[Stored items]
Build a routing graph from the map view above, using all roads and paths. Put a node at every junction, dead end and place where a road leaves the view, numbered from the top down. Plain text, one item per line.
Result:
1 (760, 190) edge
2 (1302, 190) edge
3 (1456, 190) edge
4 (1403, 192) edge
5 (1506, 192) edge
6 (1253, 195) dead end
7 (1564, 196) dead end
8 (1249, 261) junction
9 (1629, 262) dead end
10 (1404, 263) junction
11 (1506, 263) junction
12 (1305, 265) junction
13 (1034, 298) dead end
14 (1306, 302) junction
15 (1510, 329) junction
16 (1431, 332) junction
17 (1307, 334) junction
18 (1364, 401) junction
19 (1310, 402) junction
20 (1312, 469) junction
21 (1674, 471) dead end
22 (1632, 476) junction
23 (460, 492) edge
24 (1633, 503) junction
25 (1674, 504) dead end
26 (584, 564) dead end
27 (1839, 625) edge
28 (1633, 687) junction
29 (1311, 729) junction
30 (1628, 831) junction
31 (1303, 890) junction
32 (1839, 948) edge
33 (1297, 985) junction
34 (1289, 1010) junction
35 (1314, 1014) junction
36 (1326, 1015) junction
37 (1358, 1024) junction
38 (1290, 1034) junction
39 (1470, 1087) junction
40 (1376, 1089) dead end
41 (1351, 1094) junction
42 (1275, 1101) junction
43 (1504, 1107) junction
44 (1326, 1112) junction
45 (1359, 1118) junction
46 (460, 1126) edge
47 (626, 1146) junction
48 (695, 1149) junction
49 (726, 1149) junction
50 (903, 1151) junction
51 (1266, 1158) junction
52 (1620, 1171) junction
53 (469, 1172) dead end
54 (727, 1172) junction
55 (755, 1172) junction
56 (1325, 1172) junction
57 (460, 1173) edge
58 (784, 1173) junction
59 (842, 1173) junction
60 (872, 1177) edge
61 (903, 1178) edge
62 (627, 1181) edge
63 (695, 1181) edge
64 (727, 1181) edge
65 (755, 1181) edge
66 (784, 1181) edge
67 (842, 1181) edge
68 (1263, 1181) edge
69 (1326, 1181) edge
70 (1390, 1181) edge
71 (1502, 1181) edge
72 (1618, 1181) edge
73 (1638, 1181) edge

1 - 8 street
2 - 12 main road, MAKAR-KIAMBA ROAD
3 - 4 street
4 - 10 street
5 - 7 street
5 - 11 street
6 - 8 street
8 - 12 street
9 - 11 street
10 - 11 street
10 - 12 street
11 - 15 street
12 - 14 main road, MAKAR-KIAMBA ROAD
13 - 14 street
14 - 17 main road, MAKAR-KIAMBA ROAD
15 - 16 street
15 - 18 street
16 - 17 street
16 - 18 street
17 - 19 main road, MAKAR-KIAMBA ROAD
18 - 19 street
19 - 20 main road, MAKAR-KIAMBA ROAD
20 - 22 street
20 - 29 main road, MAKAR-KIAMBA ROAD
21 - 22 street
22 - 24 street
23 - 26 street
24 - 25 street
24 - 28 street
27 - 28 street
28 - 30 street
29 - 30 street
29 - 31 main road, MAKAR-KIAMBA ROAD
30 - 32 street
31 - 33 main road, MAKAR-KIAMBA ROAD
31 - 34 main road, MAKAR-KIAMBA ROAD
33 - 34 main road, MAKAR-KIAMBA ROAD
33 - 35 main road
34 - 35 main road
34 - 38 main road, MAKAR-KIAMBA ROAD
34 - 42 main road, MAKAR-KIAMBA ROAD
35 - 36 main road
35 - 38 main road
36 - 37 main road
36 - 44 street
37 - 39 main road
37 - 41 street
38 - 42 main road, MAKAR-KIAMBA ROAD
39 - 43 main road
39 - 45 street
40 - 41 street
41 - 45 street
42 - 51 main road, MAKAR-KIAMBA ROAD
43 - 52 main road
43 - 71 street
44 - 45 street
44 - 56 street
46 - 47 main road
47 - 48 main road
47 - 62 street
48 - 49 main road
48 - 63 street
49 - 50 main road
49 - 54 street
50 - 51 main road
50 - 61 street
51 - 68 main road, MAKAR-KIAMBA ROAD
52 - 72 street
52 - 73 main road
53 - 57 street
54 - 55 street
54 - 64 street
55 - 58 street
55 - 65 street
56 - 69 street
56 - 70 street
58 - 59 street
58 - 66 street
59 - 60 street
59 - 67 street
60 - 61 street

==

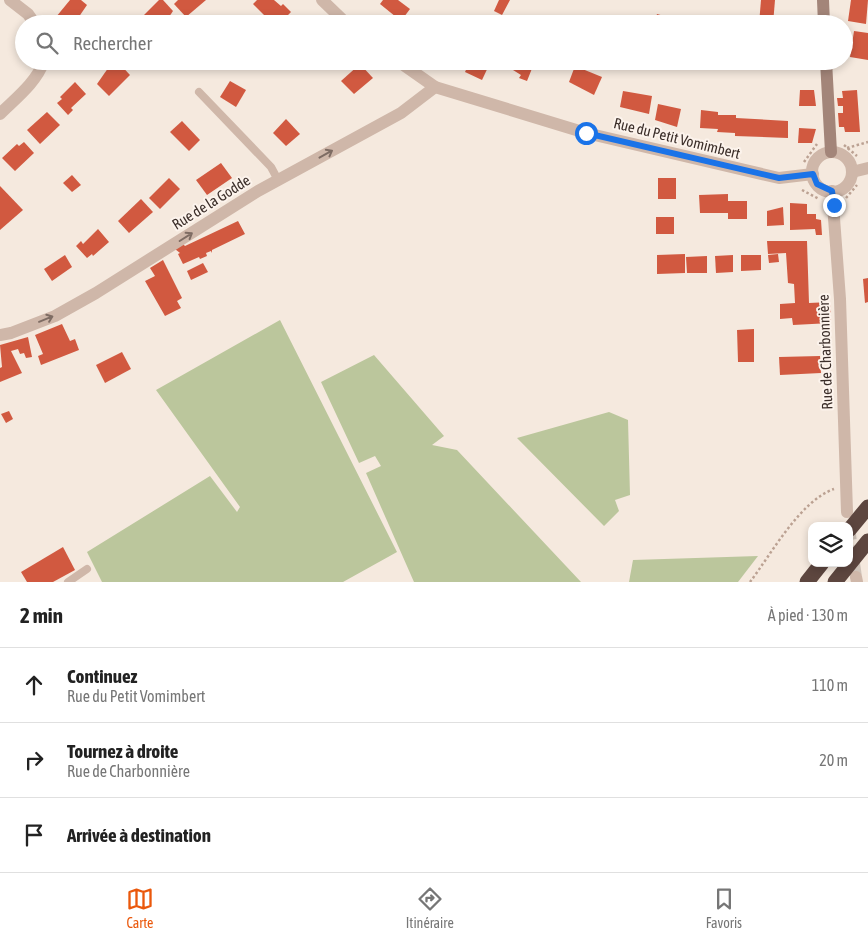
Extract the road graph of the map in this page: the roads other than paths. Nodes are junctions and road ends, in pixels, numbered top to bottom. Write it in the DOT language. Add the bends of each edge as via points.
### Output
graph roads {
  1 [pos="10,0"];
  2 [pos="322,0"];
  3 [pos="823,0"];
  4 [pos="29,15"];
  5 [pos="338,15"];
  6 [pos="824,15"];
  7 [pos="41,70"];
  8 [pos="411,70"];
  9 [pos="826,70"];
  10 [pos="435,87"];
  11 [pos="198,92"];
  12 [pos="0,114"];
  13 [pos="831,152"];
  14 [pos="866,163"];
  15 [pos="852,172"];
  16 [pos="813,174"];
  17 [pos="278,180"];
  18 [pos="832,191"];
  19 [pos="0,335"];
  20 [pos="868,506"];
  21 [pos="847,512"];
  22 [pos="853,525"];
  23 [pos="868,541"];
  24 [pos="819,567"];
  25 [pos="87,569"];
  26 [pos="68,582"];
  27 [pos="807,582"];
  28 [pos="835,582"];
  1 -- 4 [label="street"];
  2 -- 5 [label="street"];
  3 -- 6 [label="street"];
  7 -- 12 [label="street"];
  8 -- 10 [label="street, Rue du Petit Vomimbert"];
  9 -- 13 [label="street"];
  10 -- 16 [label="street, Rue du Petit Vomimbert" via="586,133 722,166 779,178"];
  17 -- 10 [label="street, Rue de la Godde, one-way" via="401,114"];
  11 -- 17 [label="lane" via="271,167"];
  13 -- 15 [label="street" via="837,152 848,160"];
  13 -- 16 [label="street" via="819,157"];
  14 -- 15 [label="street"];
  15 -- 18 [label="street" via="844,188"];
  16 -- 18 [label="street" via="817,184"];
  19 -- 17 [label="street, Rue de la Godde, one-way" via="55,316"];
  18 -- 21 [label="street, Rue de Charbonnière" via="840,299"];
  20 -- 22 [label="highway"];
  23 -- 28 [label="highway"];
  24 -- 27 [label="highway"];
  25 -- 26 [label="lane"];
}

■ **WHAT YOU ARE ASKED TO DO**
From the entries, count the lines that hold the string "roads". Nothing but the number is needed.

■ **OUTPUT BELOW**
3